Creation Narrative / The Last Particle


Creation Narrative

In the beginning, there was only God and all else was nothingness. God looked into the void and knew He was alone. And even God, who was infinitely knowledgeable, could not understand His own loneliness.

As He gazed at the endless vacuum, He thought, “I wish I was admired.” He mistook His vanity for inspiration, and with a few words He created a universe. He created stars and planets and the dust that lingers between galaxies. And He created life.

God looked upon all that He had made, and He became self-conscious. “This is bad,” He thought. “This is fucking garbage.” And so the universe that He made with a few words He unmade with one.

But God was still vain and He was still alone. So, after a millennium of anxiety, He tried again. He weighed His words carefully, fearful of pretense and artifice. When He was confident in His vision, He spoke again and again a universe was created. And lo, He hated this one more than the first.

“Nothing about this is original,” He thought. “It reminds me of my last universe, but less organic.” And so again He unmade all that He had made.

Another universe followed the second. Like the second, it was unmade with a word; three universes He had created and destroyed. And a fourth followed the third. And a fifth followed the fourth. Countless universes were and were not. And God’s agony knew no end.

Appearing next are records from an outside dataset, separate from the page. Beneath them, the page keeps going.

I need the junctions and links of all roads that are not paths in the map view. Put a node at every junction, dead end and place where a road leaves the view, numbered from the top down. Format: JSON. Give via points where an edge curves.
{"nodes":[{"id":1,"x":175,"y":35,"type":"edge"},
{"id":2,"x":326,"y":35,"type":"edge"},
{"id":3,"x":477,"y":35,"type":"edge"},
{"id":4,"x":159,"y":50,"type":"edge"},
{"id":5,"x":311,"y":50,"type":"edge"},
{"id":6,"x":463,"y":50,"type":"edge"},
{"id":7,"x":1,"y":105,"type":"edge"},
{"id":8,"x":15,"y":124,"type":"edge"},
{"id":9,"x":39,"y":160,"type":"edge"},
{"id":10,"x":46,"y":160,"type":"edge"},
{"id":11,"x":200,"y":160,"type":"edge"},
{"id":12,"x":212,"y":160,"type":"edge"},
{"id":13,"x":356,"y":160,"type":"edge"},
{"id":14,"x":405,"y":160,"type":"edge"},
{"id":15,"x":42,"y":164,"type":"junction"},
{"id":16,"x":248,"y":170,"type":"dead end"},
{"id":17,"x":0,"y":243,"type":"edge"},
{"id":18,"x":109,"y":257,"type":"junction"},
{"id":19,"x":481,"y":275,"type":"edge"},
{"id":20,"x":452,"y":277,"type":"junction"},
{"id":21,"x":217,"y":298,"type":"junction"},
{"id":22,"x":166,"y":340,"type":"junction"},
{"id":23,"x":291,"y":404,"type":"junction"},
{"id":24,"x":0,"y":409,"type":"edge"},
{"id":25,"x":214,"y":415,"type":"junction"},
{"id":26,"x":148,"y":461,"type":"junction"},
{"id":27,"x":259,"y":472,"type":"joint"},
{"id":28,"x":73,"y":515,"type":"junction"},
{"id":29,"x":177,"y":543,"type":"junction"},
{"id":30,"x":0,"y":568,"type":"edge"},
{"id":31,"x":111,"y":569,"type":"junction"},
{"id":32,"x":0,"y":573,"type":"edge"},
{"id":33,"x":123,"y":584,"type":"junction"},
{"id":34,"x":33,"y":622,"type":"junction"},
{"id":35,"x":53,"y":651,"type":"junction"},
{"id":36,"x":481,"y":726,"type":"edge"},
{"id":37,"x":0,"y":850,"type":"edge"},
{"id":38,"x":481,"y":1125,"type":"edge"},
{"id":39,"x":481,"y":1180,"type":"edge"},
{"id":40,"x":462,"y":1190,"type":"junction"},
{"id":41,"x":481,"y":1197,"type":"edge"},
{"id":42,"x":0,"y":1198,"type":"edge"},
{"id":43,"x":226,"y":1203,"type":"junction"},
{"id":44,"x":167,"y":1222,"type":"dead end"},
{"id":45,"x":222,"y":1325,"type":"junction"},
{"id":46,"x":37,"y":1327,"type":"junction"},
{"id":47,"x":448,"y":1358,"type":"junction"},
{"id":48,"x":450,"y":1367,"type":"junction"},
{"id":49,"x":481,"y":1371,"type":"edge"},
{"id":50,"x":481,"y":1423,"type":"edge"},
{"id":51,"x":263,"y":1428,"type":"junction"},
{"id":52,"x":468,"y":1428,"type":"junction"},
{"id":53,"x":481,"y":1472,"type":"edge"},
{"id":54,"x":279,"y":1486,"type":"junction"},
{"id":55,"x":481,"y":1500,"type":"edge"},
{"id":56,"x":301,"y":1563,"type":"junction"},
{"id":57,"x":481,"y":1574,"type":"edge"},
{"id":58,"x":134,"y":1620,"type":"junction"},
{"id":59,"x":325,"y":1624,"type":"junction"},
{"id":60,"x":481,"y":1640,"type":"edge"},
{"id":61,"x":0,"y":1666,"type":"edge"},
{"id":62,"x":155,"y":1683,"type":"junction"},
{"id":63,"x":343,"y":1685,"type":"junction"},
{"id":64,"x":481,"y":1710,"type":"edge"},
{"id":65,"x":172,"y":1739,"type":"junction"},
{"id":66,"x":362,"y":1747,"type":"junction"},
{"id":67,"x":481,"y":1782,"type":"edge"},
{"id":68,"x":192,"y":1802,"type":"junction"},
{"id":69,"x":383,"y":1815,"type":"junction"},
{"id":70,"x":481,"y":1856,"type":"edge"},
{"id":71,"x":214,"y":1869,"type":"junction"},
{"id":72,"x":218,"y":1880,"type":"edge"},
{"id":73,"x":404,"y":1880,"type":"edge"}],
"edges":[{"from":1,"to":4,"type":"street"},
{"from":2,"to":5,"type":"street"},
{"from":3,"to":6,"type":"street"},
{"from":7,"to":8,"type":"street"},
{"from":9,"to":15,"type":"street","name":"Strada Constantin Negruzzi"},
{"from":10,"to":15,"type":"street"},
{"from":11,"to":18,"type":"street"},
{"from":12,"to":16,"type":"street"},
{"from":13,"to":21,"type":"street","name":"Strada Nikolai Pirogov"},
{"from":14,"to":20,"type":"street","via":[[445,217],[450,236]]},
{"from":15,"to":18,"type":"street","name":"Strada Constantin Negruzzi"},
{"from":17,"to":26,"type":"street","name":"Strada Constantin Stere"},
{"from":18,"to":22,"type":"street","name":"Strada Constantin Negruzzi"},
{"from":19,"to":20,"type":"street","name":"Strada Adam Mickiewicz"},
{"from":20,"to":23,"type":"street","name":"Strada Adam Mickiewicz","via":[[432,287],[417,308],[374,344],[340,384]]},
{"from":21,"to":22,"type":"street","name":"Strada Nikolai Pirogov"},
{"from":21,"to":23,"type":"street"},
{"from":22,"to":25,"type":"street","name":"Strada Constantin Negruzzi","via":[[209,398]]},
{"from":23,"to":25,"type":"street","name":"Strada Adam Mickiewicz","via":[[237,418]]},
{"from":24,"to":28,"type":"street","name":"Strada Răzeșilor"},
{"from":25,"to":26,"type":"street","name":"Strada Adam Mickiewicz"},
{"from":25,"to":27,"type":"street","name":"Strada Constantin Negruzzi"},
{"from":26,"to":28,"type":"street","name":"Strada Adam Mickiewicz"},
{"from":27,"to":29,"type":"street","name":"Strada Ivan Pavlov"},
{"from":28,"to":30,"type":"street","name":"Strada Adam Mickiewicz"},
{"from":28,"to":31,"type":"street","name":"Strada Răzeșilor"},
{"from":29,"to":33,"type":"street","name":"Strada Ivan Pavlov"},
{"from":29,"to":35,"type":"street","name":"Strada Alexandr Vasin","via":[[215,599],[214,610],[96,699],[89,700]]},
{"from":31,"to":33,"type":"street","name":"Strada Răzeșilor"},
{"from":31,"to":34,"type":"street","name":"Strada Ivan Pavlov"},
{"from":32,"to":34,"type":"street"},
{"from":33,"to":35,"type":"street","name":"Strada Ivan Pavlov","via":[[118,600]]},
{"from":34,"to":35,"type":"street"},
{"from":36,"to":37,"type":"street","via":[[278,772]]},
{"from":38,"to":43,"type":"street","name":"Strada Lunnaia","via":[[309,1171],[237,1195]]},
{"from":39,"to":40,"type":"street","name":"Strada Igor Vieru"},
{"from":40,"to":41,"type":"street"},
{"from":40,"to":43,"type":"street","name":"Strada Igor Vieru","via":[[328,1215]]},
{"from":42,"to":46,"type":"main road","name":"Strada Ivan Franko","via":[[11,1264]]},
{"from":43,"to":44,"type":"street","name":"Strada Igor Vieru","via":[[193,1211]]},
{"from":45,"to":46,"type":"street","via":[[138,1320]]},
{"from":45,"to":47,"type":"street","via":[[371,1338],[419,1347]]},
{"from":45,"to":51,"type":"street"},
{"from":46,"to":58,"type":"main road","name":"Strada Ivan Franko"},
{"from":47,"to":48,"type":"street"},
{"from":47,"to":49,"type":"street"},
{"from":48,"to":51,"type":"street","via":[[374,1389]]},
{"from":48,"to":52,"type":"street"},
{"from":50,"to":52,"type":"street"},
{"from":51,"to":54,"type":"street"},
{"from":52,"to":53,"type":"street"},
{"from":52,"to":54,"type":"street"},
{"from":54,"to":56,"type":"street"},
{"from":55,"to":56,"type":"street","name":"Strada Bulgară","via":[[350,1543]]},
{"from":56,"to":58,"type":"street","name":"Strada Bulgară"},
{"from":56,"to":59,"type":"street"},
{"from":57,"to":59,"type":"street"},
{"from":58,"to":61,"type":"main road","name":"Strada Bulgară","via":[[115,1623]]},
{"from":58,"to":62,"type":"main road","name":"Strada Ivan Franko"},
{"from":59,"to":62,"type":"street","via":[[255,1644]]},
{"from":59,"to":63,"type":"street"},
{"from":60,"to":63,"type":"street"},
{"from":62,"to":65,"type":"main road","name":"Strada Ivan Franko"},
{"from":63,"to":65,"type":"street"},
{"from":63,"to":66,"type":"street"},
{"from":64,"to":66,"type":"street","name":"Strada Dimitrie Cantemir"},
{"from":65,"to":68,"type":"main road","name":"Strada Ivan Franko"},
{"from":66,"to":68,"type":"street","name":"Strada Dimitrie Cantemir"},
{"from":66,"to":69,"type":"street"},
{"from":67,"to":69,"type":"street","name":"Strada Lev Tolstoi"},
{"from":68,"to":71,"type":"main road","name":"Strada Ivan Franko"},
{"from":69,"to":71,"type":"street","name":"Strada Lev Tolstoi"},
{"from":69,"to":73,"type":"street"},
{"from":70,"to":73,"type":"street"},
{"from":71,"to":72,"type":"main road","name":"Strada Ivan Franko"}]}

In the midst of this eternity of trial and error our universe was born. And, you, as you hear my words, may imagine that this is how the story ends; that we are the culmination of all of God’s aspirations and pains. But His time is not our time, and our history may only be the moment between our creation and the first pang of God’s disappointment.

And that is why man, as the only living thing that can hope to understand the arbitrary tastes of God, must strive to be good.

 

The Last Particle

I have a colleague in the computer science department who has devoted his life to the creation of artificial intelligence. He’s a hateful misanthrope who I have never heard express an even vaguely humanitarian thought, and yet I happen to know that he fantasizes about birthing the singularity, that he dreams of using nanotechnology to create an immortal mind, a cloud consciousness that cannot die.

I asked him why once. How, I wondered, did he reconcile this ambition with his obvious disdain for human life. Was he hoping that his AI would be better than man, that it would be more deserving of eternity?

I thought maybe he would laugh, but he didn’t. “Entropy,” he said, “is irreversible. Someday, billions and billions of years from now, the universe is finally going to exhaust its limited supply of energy, and everything will stop. Motion will be impossible. Heat will be impossible. Life and thought, even artificial life and thought, will be impossible. But just before that moment, one particle will move. It will be the last thing that ever moves. And when it moves, when it moves for the very last time, I want it to be afraid.”